**Work to complete**. Stop after the line with "Trace every road, lane"; until then, please copy every line of the records word for word from the first.

**Items listed in a dataset**.

-- Opening Marker --

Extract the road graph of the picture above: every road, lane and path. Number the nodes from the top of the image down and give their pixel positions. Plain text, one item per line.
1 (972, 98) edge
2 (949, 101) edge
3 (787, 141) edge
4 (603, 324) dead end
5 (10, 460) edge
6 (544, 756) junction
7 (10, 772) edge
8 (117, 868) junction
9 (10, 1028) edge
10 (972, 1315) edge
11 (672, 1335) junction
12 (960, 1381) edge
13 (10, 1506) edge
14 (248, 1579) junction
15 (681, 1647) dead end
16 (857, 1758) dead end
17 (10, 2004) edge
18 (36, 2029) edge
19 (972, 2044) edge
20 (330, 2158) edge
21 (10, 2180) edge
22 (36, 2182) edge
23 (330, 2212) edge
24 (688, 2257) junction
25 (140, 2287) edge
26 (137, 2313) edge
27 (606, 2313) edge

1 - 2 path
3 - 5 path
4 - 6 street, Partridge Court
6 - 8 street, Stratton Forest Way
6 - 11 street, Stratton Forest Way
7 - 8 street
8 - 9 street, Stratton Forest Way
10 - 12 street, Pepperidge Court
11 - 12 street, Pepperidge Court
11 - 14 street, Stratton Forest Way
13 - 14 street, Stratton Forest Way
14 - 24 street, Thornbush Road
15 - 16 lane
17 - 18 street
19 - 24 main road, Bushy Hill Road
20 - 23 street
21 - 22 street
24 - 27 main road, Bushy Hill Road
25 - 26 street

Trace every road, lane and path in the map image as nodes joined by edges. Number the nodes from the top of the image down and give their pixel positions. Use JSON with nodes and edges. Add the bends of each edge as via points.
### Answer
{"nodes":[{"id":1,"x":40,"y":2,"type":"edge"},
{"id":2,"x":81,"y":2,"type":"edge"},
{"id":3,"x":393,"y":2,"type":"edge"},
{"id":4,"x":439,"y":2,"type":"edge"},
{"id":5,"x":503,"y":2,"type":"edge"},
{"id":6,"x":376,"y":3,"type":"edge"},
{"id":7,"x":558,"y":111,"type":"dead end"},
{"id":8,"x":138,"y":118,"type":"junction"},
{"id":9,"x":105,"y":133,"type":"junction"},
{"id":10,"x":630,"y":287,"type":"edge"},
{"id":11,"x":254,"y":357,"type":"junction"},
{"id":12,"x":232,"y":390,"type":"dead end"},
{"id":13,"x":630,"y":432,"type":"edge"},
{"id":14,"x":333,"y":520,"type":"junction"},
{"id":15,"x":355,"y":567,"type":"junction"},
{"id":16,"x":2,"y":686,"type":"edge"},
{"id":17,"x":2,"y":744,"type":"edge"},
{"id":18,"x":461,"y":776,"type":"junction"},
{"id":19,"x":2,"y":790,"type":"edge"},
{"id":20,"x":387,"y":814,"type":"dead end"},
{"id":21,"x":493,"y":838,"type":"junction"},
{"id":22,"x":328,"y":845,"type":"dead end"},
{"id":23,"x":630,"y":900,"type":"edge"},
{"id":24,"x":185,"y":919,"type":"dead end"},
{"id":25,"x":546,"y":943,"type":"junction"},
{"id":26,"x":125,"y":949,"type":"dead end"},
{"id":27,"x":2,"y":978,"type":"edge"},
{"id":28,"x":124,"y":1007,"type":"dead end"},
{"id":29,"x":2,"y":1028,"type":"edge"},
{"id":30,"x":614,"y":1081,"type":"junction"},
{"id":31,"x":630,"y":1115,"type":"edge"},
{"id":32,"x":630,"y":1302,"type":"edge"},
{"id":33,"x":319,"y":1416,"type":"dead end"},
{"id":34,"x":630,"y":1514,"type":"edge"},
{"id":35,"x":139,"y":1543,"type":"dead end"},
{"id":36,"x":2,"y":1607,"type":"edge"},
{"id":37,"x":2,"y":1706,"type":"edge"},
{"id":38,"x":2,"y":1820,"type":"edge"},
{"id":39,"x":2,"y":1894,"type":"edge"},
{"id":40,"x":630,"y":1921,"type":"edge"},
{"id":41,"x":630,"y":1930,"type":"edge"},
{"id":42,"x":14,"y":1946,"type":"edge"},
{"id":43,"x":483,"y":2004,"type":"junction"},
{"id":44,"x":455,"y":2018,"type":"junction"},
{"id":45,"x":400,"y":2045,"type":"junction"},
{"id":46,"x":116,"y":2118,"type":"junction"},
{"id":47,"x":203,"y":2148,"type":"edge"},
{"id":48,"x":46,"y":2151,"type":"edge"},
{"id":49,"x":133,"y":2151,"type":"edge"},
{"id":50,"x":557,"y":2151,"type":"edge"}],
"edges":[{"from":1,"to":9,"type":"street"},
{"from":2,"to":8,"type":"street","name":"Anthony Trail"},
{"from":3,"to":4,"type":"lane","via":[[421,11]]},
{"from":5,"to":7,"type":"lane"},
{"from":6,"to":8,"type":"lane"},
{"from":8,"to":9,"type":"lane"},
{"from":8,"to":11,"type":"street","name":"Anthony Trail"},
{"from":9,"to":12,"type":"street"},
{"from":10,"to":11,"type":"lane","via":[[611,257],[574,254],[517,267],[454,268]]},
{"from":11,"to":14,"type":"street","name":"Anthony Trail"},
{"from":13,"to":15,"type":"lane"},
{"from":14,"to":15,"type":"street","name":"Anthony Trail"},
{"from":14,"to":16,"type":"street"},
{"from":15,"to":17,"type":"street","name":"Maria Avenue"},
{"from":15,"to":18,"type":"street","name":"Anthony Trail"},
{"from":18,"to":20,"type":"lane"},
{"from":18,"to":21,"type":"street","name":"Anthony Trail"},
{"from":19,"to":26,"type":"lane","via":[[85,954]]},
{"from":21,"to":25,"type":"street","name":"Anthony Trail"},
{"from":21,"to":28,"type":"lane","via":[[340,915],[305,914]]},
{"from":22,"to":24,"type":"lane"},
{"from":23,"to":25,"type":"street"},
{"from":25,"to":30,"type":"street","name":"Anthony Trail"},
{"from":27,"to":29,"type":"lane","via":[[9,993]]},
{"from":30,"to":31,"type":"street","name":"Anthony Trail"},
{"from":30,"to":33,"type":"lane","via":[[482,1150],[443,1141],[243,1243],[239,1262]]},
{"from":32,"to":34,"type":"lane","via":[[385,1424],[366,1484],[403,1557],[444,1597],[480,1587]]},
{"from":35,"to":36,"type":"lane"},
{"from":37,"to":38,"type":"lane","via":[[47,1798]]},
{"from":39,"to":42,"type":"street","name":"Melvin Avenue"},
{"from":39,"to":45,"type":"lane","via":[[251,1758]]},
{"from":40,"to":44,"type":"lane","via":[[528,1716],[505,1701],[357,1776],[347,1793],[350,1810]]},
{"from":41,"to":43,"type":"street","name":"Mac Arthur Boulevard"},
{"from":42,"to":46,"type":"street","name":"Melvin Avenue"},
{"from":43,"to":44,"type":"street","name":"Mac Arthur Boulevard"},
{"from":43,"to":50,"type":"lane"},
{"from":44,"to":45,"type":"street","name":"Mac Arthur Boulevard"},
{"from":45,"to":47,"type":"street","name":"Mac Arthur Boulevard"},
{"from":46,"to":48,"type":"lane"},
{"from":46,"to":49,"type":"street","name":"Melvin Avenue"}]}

-- Closing Marker --

**Task response**.
Extract the road graph of the picture above: every road, lane and path. Number the nodes from the top of the image down and give their pixel positions. Plain text, one item per line.
1 (972, 98) edge
2 (949, 101) edge
3 (787, 141) edge
4 (603, 324) dead end
5 (10, 460) edge
6 (544, 756) junction
7 (10, 772) edge
8 (117, 868) junction
9 (10, 1028) edge
10 (972, 1315) edge
11 (672, 1335) junction
12 (960, 1381) edge
13 (10, 1506) edge
14 (248, 1579) junction
15 (681, 1647) dead end
16 (857, 1758) dead end
17 (10, 2004) edge
18 (36, 2029) edge
19 (972, 2044) edge
20 (330, 2158) edge
21 (10, 2180) edge
22 (36, 2182) edge
23 (330, 2212) edge
24 (688, 2257) junction
25 (140, 2287) edge
26 (137, 2313) edge
27 (606, 2313) edge

1 - 2 path
3 - 5 path
4 - 6 street, Partridge Court
6 - 8 street, Stratton Forest Way
6 - 11 street, Stratton Forest Way
7 - 8 street
8 - 9 street, Stratton Forest Way
10 - 12 street, Pepperidge Court
11 - 12 street, Pepperidge Court
11 - 14 street, Stratton Forest Way
13 - 14 street, Stratton Forest Way
14 - 24 street, Thornbush Road
15 - 16 lane
17 - 18 street
19 - 24 main road, Bushy Hill Road
20 - 23 street
21 - 22 street
24 - 27 main road, Bushy Hill Road
25 - 26 street

Trace every road, lane and path in the map image as nodes joined by edges. Number the nodes from the top of the image down and give their pixel positions. Use JSON with nodes and edges. Add the bends of each edge as via points.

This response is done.